Lazily loads the field file on first analysis call. All coordinate transforms and ROI masking are handled internally.

Parameters

subject_id: Subject identifier (without sub- prefix). simulation: Simulation (montage) folder name. space: "mesh" or "voxel". output_dir: Override output directory. If None, derived from PathManager.
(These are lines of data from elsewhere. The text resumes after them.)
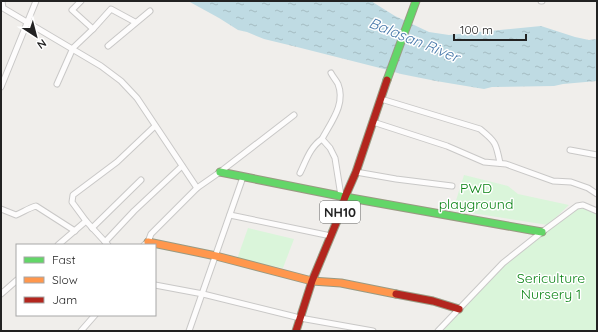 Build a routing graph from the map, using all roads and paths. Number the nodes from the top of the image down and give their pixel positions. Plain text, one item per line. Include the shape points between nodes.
1 (2, 1) edge
2 (36, 1) edge
3 (81, 1) edge
4 (416, 1) edge
5 (150, 11) dead end
6 (28, 22) junction
7 (135, 22) junction
8 (93, 29) junction
9 (108, 46) dead end
10 (73, 48) junction
11 (331, 73) dead end
12 (57, 84) dead end
13 (1, 86) edge
14 (382, 95) junction
15 (294, 115) dead end
16 (373, 122) junction
17 (156, 126) junction
18 (322, 139) junction
19 (570, 150) dead end
20 (597, 155) edge
21 (500, 163) junction
22 (182, 166) junction
23 (220, 172) junction
24 (356, 172) junction
25 (300, 173) dead end
26 (243, 177) junction
27 (141, 180) dead end
28 (452, 186) dead end
29 (197, 188) junction
30 (597, 194) edge
31 (343, 197) junction
32 (1, 209) edge
33 (597, 211) edge
34 (230, 215) junction
35 (86, 221) junction
36 (92, 228) junction
37 (75, 231) junction
38 (542, 232) junction
39 (331, 236) junction
40 (106, 243) edge
41 (146, 243) edge
42 (59, 244) edge
43 (156, 245) edge
44 (216, 256) junction
45 (16, 281) edge
46 (312, 281) junction
47 (156, 285) edge
48 (1, 294) edge
49 (203, 294) junction
50 (459, 309) junction
51 (94, 316) edge
52 (300, 318) junction
53 (81, 331) edge
54 (189, 331) edge
55 (296, 331) edge
56 (373, 331) edge
57 (438, 331) edge

1 - 6 street via 3,8
2 - 6 street
3 - 8 street via 72,10
4 - 14 main road, NH10
5 - 7 street
6 - 10 street
6 - 13 street
7 - 8 street via 111,9
7 - 9 street
8 - 10 street
10 - 12 street
10 - 17 street via 121,81
11 - 18 street via 341,93 339,107
14 - 16 main road, NH10
14 - 21 street via 480,129 492,138
15 - 23 street
16 - 21 street via 447,146 484,162
16 - 24 main road, NH10
17 - 22 street
17 - 35 street via 117,162 73,195 72,202
18 - 25 street via 309,153
18 - 31 street via 335,158
19 - 20 street
21 - 30 street via 553,180 575,183
22 - 29 street
22 - 40 street via 134,211
23 - 26 main road
23 - 29 street
24 - 28 street
24 - 31 main road, NH10
26 - 31 main road
26 - 34 street
27 - 36 street
29 - 41 street via 151,234
31 - 38 main road
31 - 39 main road, NH10
32 - 37 street via 16,215 36,206
33 - 38 street via 579,205
34 - 39 street
34 - 44 street
35 - 36 street
35 - 37 street
36 - 40 street
37 - 42 street
38 - 50 street via 503,263
39 - 46 main road, NH10
43 - 44 main road
44 - 46 main road
44 - 49 street
45 - 48 street
46 - 50 main road via 348,284
46 - 52 main road, NH10
47 - 49 street
49 - 52 street
49 - 54 street
50 - 57 street
51 - 53 street
52 - 55 main road, NH10
52 - 56 street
Source code in tit/analyzer/analyzer.py
def __init__(
    self,
    subject_id: str,
    simulation: str,
    space: str = "mesh",
    tissue_type: str = "GM",
    output_dir: str | None = None,
) -> None:
    self.subject_id = subject_id
    self.simulation = simulation
    self.space = space
    self.tissue_type = self._normalize_tissue_type(tissue_type)
    if self.space == "mesh":
        self.tissue_type = "GM"

    field_path, field_name = select_field_file(
        subject_id,
        simulation,
        space,
        tissue_type=self.tissue_type,
    )
    self.field_path = field_path
    self.field_name = field_name

    pm = get_path_manager()
    self.m2m_path = pm.m2m(subject_id)
    self.output_dir = output_dir
    self._pm = pm

    # Attach a file handler so every log message is persisted to disk
    logs_dir = pm.logs(subject_id)
    pm.ensure(logs_dir)
    timestamp = time.strftime("%Y%m%d_%H%M%S")
    log_file = Path(logs_dir) / f"analyzer_{simulation}_{timestamp}.log"
    self._log_handler = add_file_handler(log_file)

    logger.info(
        "Analyzer initialised: subject=%s sim=%s space=%s tissue=%s",
        subject_id,
        simulation,
        space,
        self.tissue_type,
    )

    # Cached lazily
    self._surface_mesh = None
    self._surface_mesh_path: Path | None = None

analyze_sphere

analyze_sphere(center: tuple[float, float, float], radius: float, coordinate_space: str = 'subject', visualize: bool = False) -> AnalysisResult

Analyze a spherical ROI.

Parameters

center: (x, y, z) coordinates of the sphere centre. radius: Radius in mm. coordinate_space: "subject" (default) or "MNI". visualize: Generate overlay, histogram and CSV artifacts.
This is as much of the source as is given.